What is suffering?

Before I begin, I want you to know that I am making some generalizations in some of my statements below that do not apply to everyone or everything.  These are only my thoughts and reflections and I have much more to learn!

Something that has been on my mind lately is the word suffering. Often, while walking down the street in Sierra Leone or in Ghana, you will see people in the road, selling water, plantain chips, biscuits, phone credit, and much more.  You can almost buy anything you need from a car window.  But, I often find myself thinking "their job must be miserable."  Standing out in the hot blazing sun all day, walking in and out of rows of cars every time the light is red, trying to make a small living.  Some would look at these people and say they are suffering.  It is easy for even myself to think these people must be suffering if this is what they must do to earn a living.  But the street sellers on the street might look at someone who is paralyzed and begging on the street as suffering.  Maybe the word "suffering" can be a relative term.  Do these people consider themselves as "suffering?"

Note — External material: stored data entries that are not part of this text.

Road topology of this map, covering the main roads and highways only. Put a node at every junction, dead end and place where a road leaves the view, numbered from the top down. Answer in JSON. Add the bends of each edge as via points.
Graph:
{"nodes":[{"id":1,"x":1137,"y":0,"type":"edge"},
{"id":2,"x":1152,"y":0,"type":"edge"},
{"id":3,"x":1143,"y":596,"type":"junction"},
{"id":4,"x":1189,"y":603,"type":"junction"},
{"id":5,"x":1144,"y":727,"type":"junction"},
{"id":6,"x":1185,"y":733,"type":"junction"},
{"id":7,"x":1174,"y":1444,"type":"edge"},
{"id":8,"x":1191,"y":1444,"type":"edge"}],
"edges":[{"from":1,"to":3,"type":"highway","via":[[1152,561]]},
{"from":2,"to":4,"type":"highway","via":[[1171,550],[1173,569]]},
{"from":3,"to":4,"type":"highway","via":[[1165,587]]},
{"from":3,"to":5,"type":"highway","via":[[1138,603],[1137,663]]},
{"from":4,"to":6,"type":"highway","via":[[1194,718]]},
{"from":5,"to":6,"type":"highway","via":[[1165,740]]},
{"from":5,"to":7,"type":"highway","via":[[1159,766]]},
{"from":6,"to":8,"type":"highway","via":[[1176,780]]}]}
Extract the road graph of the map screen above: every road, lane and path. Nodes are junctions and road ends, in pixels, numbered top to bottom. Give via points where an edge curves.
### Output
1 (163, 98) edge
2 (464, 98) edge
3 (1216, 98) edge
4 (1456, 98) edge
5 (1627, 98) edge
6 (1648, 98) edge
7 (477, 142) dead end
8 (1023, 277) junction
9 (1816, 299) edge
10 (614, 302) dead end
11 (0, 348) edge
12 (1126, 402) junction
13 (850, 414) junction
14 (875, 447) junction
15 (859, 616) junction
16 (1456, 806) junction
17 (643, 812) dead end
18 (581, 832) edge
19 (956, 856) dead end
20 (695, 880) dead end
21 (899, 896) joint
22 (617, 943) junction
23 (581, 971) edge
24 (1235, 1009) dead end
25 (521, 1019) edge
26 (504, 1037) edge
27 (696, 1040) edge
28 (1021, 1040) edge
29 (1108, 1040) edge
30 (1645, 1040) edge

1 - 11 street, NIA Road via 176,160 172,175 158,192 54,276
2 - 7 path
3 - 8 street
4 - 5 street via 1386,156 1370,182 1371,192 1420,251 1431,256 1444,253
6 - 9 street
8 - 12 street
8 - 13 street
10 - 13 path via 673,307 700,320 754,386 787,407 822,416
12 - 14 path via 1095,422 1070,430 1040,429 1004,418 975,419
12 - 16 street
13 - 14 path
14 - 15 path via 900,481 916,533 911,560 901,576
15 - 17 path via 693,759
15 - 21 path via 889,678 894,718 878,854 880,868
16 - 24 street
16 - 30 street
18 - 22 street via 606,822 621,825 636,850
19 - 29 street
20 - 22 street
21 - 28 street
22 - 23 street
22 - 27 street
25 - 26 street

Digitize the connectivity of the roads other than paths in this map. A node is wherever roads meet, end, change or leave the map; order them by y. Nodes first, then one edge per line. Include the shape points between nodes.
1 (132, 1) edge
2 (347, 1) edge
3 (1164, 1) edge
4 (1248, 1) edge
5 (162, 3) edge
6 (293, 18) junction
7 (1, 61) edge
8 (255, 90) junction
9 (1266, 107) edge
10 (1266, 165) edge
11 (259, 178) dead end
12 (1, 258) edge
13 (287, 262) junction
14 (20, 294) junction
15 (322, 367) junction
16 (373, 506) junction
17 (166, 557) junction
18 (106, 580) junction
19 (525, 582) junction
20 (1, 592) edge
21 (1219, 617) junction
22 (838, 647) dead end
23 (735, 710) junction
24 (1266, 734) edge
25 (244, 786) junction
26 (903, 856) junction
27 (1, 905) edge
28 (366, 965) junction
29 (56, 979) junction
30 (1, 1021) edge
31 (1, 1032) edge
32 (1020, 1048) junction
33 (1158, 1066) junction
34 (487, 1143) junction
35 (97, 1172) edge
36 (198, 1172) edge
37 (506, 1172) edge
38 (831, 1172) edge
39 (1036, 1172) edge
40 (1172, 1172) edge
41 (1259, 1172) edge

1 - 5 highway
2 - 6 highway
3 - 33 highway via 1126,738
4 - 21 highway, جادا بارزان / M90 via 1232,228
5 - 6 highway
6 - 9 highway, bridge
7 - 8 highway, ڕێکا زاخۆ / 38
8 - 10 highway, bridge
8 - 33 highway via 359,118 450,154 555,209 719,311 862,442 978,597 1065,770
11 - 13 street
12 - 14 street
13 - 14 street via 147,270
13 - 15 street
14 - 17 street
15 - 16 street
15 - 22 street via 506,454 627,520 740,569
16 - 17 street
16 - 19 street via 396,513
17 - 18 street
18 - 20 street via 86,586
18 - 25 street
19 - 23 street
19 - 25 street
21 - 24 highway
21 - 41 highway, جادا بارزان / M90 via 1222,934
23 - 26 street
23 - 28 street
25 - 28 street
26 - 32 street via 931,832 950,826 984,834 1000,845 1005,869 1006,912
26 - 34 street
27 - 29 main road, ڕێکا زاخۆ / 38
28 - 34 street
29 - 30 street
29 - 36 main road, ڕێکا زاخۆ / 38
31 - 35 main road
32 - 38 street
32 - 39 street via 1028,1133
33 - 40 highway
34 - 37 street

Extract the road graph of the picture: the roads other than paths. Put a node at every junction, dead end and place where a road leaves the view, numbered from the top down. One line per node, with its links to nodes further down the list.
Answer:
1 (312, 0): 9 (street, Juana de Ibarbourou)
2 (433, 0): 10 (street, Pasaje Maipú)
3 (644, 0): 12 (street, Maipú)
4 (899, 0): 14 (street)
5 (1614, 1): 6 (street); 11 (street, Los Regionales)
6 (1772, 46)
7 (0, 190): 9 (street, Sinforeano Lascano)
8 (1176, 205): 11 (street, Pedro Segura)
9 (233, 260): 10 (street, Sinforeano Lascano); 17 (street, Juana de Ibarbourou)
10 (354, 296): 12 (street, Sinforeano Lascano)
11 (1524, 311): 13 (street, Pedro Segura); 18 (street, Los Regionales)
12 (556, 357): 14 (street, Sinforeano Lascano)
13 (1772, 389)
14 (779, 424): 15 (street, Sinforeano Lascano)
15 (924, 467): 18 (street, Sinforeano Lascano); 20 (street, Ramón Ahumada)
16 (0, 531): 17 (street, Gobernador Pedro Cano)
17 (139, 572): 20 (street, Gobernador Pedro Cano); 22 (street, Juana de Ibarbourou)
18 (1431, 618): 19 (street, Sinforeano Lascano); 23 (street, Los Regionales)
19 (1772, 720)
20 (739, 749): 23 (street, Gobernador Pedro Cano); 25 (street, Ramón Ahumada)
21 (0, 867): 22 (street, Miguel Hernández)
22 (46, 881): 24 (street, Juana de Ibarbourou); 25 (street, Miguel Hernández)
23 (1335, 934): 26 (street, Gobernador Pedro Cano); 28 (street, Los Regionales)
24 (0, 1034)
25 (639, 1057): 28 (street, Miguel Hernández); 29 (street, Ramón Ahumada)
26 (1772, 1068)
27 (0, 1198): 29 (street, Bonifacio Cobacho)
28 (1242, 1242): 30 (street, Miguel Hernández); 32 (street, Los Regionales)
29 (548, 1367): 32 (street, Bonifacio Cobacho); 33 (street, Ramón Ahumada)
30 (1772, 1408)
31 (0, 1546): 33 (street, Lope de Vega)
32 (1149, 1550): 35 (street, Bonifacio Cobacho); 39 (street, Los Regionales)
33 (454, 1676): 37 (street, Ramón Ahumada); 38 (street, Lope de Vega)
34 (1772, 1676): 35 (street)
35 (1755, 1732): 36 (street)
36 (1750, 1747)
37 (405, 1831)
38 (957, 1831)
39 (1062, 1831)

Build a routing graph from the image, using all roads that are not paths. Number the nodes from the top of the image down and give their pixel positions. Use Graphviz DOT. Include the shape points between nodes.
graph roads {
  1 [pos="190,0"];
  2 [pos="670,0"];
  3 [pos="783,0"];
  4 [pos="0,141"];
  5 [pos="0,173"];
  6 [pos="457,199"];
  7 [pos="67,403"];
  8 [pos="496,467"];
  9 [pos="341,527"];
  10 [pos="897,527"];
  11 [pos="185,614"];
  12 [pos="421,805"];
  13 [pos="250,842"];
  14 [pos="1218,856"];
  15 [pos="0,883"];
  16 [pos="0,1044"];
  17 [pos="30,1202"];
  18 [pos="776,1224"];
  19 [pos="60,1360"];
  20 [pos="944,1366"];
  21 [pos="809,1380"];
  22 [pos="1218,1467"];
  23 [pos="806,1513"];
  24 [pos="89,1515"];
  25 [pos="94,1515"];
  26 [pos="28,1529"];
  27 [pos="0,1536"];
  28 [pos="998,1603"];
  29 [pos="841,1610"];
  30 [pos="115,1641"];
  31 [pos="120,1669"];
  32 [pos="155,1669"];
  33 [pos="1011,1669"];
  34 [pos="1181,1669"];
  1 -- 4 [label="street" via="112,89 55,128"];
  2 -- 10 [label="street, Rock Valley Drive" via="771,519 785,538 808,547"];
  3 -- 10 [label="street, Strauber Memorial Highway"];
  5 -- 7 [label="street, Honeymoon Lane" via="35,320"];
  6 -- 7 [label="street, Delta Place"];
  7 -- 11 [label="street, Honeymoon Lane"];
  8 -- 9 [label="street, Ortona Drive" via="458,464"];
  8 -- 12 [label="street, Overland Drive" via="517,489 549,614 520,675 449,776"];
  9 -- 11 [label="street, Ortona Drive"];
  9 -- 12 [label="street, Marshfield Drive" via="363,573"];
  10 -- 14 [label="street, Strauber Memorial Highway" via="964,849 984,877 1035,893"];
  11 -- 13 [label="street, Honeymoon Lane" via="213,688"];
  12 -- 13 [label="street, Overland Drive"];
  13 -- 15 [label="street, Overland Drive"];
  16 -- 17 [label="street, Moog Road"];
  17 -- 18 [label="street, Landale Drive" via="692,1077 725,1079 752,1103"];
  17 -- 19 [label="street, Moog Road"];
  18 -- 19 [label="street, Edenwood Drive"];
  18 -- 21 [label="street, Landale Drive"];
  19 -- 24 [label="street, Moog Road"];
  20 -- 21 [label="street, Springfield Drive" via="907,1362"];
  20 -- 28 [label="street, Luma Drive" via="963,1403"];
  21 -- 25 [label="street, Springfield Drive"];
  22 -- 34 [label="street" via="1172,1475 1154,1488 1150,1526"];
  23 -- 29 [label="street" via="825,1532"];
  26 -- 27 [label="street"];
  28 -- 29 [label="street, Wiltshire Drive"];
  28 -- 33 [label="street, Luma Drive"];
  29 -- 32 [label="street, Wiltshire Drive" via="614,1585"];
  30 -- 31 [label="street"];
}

Many times I focus on physical suffering because it is what I can see.  People suffer from physical ailments, lack of clean water, no food, and much more.  Many people suffer financially which affects the physical suffering of a person.  But I also believe that people suffer emotionally. Maybe they have everything they need physically but emotionally they are suffering.  People also suffer spiritually in many different ways.  Something that I have often run into in Sierra Leone is this idea that in America, people do not suffer and life is somehow perfect because we have money.  Maybe we are not suffering as much financially or physically as people are in Sierra Leone but we suffer in other ways.  Not only do some people believe that money will decrease your suffering, but becoming a Christian will also do the same.

There is this idea that if you become a Christian, your life will improve and you will not suffer. This has something that has challenged me about the church in Sierra Leone and in Ghana.  I know that this is an issue in the U.S too but it has really caught my attention here.  God did promise that if we follow him with our whole heart, mind, and strength, he will provide all our needs.  But God never said, if you follow me with your whole life, you will not suffer.  Just think of the many characters in the Bible who were following Christ but suffered greatly.

Everyone in this whole world is suffering in some form or some way, some suffer in more extreme ways than others.  We are all broken people but what is so beautiful about being a Christian is that through this suffering, we can find joy and redemption.  "More than that, we rejoice in our sufferings, knowing that suffering produces endurance, and endurance produces character, and character produces hope, and hope does not put us to shame because God's love has been poured into our hearts through the Holy Spirit who has been given to us."  Romans 5:3-5

I read a book over Christmas break called The Boy Who Came Back From Heaven and in the story was a quote from Viktor Frankl who survived the Nazi prison camp.  He wrote "everything can be taken from a man but one thing: the last of the human freedoms - to choose one's attitude in any given set of circumstances to choose one's own way."  Our attitude determines how we will go through times of suffering.

When I was younger and my parents would take me and my siblings to something we did not want to go to, they always said, "you just have to make it fun!"  I hated it when they said that but looking back, it makes sense.  It is your attitude that can determine so much of your life.

Comments

  1. You may want to read Philip Yancy's Where is God when it Hurts? and/or Al Weir's When the Doctor has Bad News. Both talk about (in somewhat different terms) "choosing one's attitude in a given set of circumstances" and the joy and renewed purpose for life than can ensue.
    Keep thinking, Sarah! You are using the slower pace of life in Africa for very valuable efforts.